Understanding the Target Audience

The target audience for the CoDA-1.7B release primarily includes:

  • Data scientists and machine learning engineers looking for advanced code generation tools.
  • Business managers and decision-makers in tech companies interested in leveraging AI for software development.
  • Researchers and academics focused on AI and natural language processing.

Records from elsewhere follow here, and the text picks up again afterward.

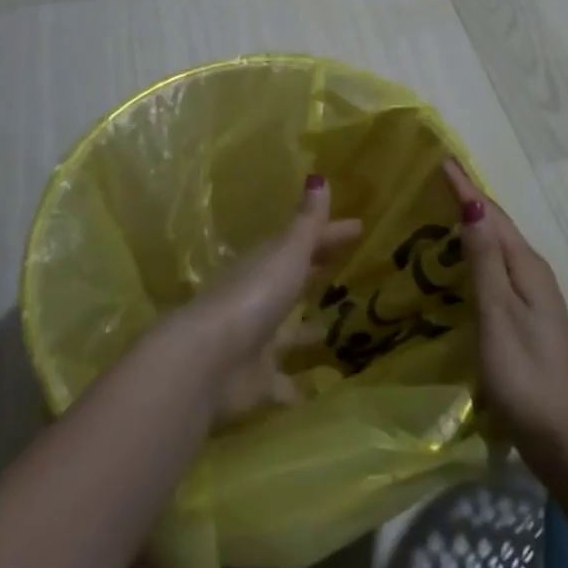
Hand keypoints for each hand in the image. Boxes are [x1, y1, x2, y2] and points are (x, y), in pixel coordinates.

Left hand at [180, 174, 360, 421]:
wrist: (208, 362)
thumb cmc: (253, 297)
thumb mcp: (287, 253)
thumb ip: (307, 222)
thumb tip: (320, 177)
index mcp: (266, 265)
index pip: (304, 242)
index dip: (330, 235)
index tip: (360, 227)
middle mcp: (259, 300)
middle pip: (293, 283)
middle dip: (316, 276)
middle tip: (350, 271)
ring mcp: (256, 343)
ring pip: (287, 333)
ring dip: (306, 332)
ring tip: (337, 331)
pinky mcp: (257, 383)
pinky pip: (282, 383)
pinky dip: (296, 387)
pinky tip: (317, 390)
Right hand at [442, 160, 567, 468]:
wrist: (563, 437)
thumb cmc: (525, 374)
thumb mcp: (498, 314)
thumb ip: (484, 261)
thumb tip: (472, 206)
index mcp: (526, 267)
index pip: (492, 215)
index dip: (466, 188)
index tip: (442, 160)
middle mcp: (532, 273)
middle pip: (497, 226)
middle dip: (469, 200)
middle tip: (435, 180)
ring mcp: (531, 297)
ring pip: (497, 247)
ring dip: (472, 226)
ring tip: (440, 211)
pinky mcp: (524, 317)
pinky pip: (496, 269)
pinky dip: (476, 253)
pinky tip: (459, 262)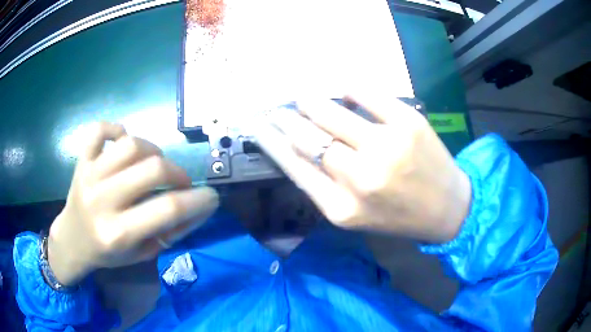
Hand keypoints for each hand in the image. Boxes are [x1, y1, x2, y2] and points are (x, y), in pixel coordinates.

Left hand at [48, 122, 218, 285]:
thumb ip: (171, 232)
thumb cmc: (108, 254)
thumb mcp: (142, 254)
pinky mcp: (81, 160)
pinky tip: (122, 142)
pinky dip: (116, 130)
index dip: (198, 200)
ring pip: (131, 144)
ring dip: (153, 150)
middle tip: (180, 183)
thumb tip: (199, 208)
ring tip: (153, 164)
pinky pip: (100, 129)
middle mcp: (101, 201)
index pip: (167, 209)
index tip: (212, 197)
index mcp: (117, 233)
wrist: (72, 241)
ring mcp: (88, 175)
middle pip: (153, 168)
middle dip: (178, 174)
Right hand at [255, 94, 470, 242]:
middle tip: (278, 109)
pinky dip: (350, 89)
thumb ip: (321, 186)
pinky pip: (368, 95)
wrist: (446, 209)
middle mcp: (361, 178)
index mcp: (341, 208)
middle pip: (307, 136)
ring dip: (310, 102)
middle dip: (285, 119)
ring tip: (302, 97)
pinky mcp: (408, 124)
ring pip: (331, 113)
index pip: (292, 165)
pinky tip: (343, 89)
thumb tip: (292, 147)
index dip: (270, 142)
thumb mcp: (353, 215)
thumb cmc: (397, 216)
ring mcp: (387, 147)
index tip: (258, 126)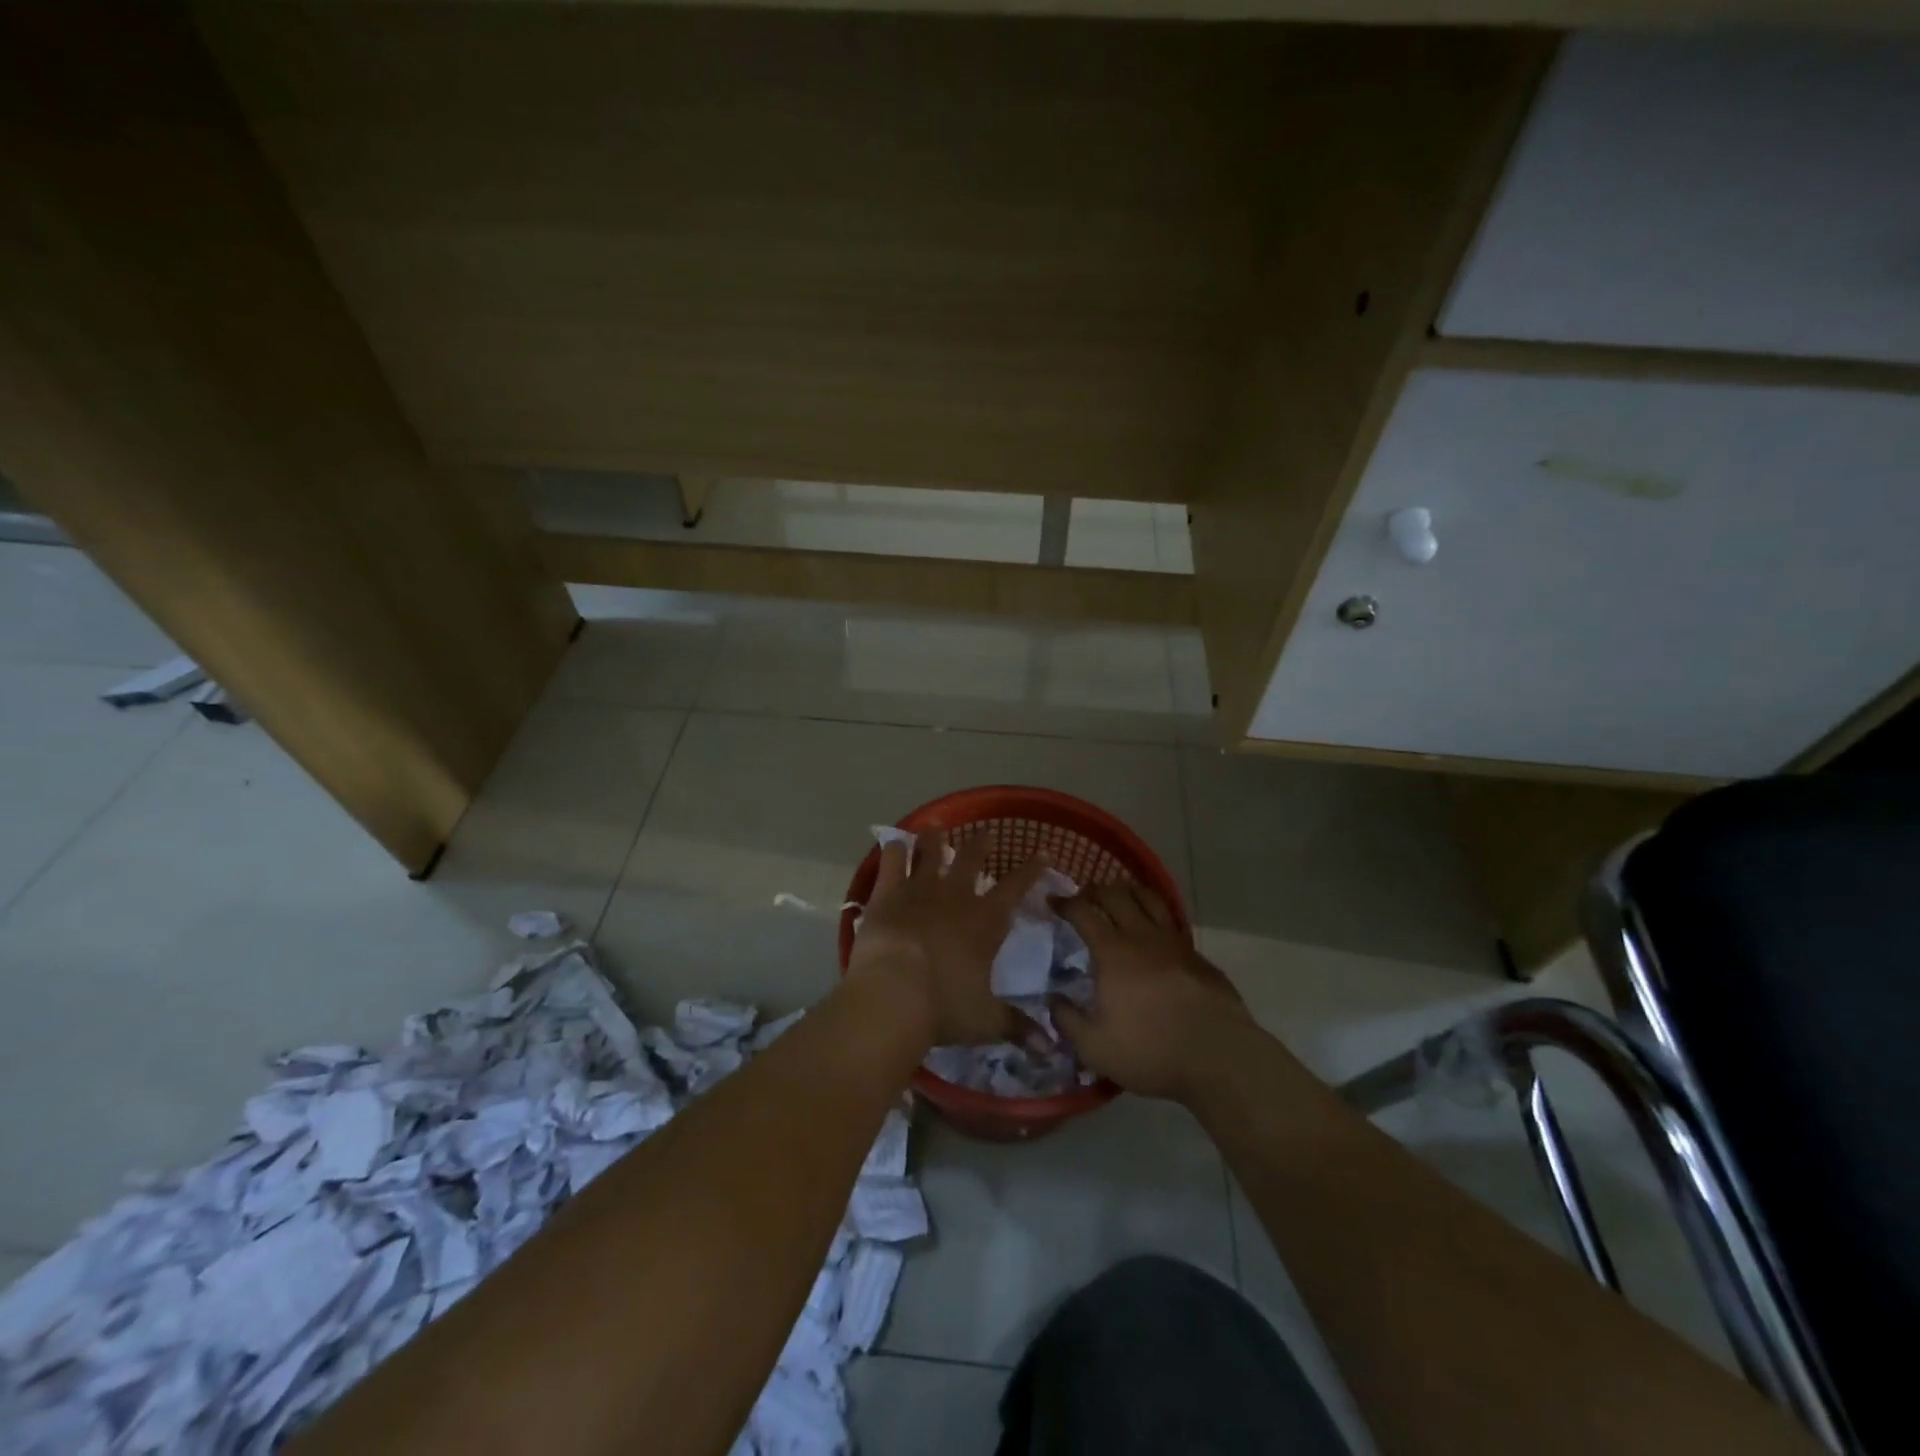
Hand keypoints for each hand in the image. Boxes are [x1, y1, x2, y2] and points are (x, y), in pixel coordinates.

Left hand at [847, 831, 1047, 1047]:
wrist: (894, 995)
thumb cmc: (944, 1008)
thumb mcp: (986, 1021)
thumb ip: (1017, 1028)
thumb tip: (1051, 1050)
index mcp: (985, 923)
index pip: (1016, 889)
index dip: (1031, 870)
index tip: (1043, 853)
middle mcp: (955, 898)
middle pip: (972, 862)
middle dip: (981, 846)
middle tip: (985, 834)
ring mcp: (919, 891)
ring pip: (931, 854)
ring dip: (936, 840)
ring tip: (937, 827)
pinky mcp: (886, 894)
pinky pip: (892, 862)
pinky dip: (895, 849)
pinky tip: (895, 841)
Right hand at [1051, 883, 1252, 1102]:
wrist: (1219, 1056)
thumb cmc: (1150, 1050)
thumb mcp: (1094, 1047)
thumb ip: (1067, 1021)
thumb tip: (1053, 1000)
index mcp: (1112, 952)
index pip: (1083, 912)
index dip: (1065, 903)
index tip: (1052, 901)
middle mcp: (1142, 937)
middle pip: (1116, 895)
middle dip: (1095, 889)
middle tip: (1084, 895)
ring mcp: (1175, 943)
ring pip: (1149, 899)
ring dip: (1129, 892)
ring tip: (1120, 897)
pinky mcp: (1198, 957)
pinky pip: (1171, 923)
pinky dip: (1156, 916)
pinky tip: (1154, 933)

Common pain points for this audience include:

  • Challenges in generating high-quality code efficiently.
  • Need for models that balance performance with resource consumption.
  • Desire for reproducible research and deployment pipelines.

Goals include:

  • Improving code generation accuracy and speed.
  • Integrating AI models into existing workflows seamlessly.
  • Staying updated with the latest advancements in AI technology.

Interests often revolve around:

  • Innovative AI applications in software development.
  • Benchmarking and comparing model performance.
  • Open-source tools and collaborative research.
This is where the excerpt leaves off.